WORK REQUIRED
Output each record below exactly, and include all of them.
== DATA IN THIS EXERCISE
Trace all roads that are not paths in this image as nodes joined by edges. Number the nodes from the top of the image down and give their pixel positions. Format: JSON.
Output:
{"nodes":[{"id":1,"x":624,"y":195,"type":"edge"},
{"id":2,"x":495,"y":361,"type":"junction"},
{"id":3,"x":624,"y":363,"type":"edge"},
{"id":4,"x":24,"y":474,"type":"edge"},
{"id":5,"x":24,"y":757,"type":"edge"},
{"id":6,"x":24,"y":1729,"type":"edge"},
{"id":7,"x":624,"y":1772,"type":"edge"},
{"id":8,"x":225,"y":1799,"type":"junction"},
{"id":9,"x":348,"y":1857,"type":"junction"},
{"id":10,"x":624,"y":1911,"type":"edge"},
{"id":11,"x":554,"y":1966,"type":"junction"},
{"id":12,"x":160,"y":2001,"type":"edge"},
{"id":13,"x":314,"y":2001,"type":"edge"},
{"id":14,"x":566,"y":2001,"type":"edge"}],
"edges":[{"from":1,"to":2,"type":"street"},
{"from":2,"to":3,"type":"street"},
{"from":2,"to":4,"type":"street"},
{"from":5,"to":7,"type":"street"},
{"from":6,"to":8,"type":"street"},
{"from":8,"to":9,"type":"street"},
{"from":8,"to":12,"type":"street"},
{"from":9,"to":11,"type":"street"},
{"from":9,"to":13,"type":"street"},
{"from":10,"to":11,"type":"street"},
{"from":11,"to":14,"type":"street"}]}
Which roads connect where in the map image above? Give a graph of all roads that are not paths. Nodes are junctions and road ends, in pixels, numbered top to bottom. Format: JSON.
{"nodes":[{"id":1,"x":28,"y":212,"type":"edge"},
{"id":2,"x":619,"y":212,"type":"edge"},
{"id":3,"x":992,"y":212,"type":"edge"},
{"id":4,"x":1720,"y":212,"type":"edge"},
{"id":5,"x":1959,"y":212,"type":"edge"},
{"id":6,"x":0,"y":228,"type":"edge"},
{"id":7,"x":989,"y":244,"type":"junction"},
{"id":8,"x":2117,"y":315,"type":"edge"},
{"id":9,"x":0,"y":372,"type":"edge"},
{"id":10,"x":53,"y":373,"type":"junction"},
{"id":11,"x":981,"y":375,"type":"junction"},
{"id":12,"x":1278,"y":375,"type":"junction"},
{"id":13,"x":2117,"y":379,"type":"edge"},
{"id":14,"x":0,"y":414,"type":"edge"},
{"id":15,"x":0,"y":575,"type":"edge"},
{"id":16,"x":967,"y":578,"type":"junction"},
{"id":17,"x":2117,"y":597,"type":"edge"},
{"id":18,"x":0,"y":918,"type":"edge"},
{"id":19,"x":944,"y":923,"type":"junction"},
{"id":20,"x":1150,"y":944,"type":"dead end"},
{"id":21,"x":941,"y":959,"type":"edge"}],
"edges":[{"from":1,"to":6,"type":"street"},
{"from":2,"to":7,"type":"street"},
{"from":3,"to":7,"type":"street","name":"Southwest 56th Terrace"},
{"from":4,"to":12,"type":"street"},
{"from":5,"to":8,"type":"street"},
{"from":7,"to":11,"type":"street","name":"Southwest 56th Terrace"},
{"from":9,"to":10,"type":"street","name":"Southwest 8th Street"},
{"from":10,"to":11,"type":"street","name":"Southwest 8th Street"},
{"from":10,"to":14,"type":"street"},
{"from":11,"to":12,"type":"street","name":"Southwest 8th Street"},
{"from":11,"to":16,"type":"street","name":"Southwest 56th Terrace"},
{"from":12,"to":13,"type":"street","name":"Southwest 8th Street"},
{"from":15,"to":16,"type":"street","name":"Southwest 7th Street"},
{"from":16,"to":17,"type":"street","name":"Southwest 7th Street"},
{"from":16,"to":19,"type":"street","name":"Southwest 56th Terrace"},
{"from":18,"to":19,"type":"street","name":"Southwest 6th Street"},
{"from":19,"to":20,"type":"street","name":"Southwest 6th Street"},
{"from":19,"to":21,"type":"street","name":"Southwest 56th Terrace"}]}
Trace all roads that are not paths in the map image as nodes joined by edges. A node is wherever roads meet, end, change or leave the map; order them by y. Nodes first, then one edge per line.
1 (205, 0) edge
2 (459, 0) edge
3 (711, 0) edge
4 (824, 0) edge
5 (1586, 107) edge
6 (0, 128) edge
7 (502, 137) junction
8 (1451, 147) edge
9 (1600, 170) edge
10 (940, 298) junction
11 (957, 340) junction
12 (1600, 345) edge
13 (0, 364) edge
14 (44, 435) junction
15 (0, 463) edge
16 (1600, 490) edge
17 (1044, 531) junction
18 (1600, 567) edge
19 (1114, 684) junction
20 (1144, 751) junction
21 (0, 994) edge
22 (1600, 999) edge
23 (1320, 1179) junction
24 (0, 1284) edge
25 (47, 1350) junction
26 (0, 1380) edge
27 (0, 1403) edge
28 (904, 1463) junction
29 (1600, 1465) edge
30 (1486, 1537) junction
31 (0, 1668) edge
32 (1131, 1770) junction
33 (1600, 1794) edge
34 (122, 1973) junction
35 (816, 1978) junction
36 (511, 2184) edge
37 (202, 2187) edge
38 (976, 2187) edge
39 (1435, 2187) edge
====
PROBLEM SOLUTION
Trace all roads that are not paths in this image as nodes joined by edges. Number the nodes from the top of the image down and give their pixel positions. Format: JSON.
Output:
{"nodes":[{"id":1,"x":624,"y":195,"type":"edge"},
{"id":2,"x":495,"y":361,"type":"junction"},
{"id":3,"x":624,"y":363,"type":"edge"},
{"id":4,"x":24,"y":474,"type":"edge"},
{"id":5,"x":24,"y":757,"type":"edge"},
{"id":6,"x":24,"y":1729,"type":"edge"},
{"id":7,"x":624,"y":1772,"type":"edge"},
{"id":8,"x":225,"y":1799,"type":"junction"},
{"id":9,"x":348,"y":1857,"type":"junction"},
{"id":10,"x":624,"y":1911,"type":"edge"},
{"id":11,"x":554,"y":1966,"type":"junction"},
{"id":12,"x":160,"y":2001,"type":"edge"},
{"id":13,"x":314,"y":2001,"type":"edge"},
{"id":14,"x":566,"y":2001,"type":"edge"}],
"edges":[{"from":1,"to":2,"type":"street"},
{"from":2,"to":3,"type":"street"},
{"from":2,"to":4,"type":"street"},
{"from":5,"to":7,"type":"street"},
{"from":6,"to":8,"type":"street"},
{"from":8,"to":9,"type":"street"},
{"from":8,"to":12,"type":"street"},
{"from":9,"to":11,"type":"street"},
{"from":9,"to":13,"type":"street"},
{"from":10,"to":11,"type":"street"},
{"from":11,"to":14,"type":"street"}]}
Which roads connect where in the map image above? Give a graph of all roads that are not paths. Nodes are junctions and road ends, in pixels, numbered top to bottom. Format: JSON.
{"nodes":[{"id":1,"x":28,"y":212,"type":"edge"},
{"id":2,"x":619,"y":212,"type":"edge"},
{"id":3,"x":992,"y":212,"type":"edge"},
{"id":4,"x":1720,"y":212,"type":"edge"},
{"id":5,"x":1959,"y":212,"type":"edge"},
{"id":6,"x":0,"y":228,"type":"edge"},
{"id":7,"x":989,"y":244,"type":"junction"},
{"id":8,"x":2117,"y":315,"type":"edge"},
{"id":9,"x":0,"y":372,"type":"edge"},
{"id":10,"x":53,"y":373,"type":"junction"},
{"id":11,"x":981,"y":375,"type":"junction"},
{"id":12,"x":1278,"y":375,"type":"junction"},
{"id":13,"x":2117,"y":379,"type":"edge"},
{"id":14,"x":0,"y":414,"type":"edge"},
{"id":15,"x":0,"y":575,"type":"edge"},
{"id":16,"x":967,"y":578,"type":"junction"},
{"id":17,"x":2117,"y":597,"type":"edge"},
{"id":18,"x":0,"y":918,"type":"edge"},
{"id":19,"x":944,"y":923,"type":"junction"},
{"id":20,"x":1150,"y":944,"type":"dead end"},
{"id":21,"x":941,"y":959,"type":"edge"}],
"edges":[{"from":1,"to":6,"type":"street"},
{"from":2,"to":7,"type":"street"},
{"from":3,"to":7,"type":"street","name":"Southwest 56th Terrace"},
{"from":4,"to":12,"type":"street"},
{"from":5,"to":8,"type":"street"},
{"from":7,"to":11,"type":"street","name":"Southwest 56th Terrace"},
{"from":9,"to":10,"type":"street","name":"Southwest 8th Street"},
{"from":10,"to":11,"type":"street","name":"Southwest 8th Street"},
{"from":10,"to":14,"type":"street"},
{"from":11,"to":12,"type":"street","name":"Southwest 8th Street"},
{"from":11,"to":16,"type":"street","name":"Southwest 56th Terrace"},
{"from":12,"to":13,"type":"street","name":"Southwest 8th Street"},
{"from":15,"to":16,"type":"street","name":"Southwest 7th Street"},
{"from":16,"to":17,"type":"street","name":"Southwest 7th Street"},
{"from":16,"to":19,"type":"street","name":"Southwest 56th Terrace"},
{"from":18,"to":19,"type":"street","name":"Southwest 6th Street"},
{"from":19,"to":20,"type":"street","name":"Southwest 6th Street"},
{"from":19,"to":21,"type":"street","name":"Southwest 56th Terrace"}]}
Trace all roads that are not paths in the map image as nodes joined by edges. A node is wherever roads meet, end, change or leave the map; order them by y. Nodes first, then one edge per line.
1 (205, 0) edge
2 (459, 0) edge
3 (711, 0) edge
4 (824, 0) edge
5 (1586, 107) edge
6 (0, 128) edge
7 (502, 137) junction
8 (1451, 147) edge
9 (1600, 170) edge
10 (940, 298) junction
11 (957, 340) junction
12 (1600, 345) edge
13 (0, 364) edge
14 (44, 435) junction
15 (0, 463) edge
16 (1600, 490) edge
17 (1044, 531) junction
18 (1600, 567) edge
19 (1114, 684) junction
20 (1144, 751) junction
21 (0, 994) edge
22 (1600, 999) edge
23 (1320, 1179) junction
24 (0, 1284) edge
25 (47, 1350) junction
26 (0, 1380) edge
27 (0, 1403) edge
28 (904, 1463) junction
29 (1600, 1465) edge
30 (1486, 1537) junction
31 (0, 1668) edge
32 (1131, 1770) junction
33 (1600, 1794) edge
34 (122, 1973) junction
35 (816, 1978) junction
36 (511, 2184) edge
37 (202, 2187) edge
38 (976, 2187) edge
39 (1435, 2187) edge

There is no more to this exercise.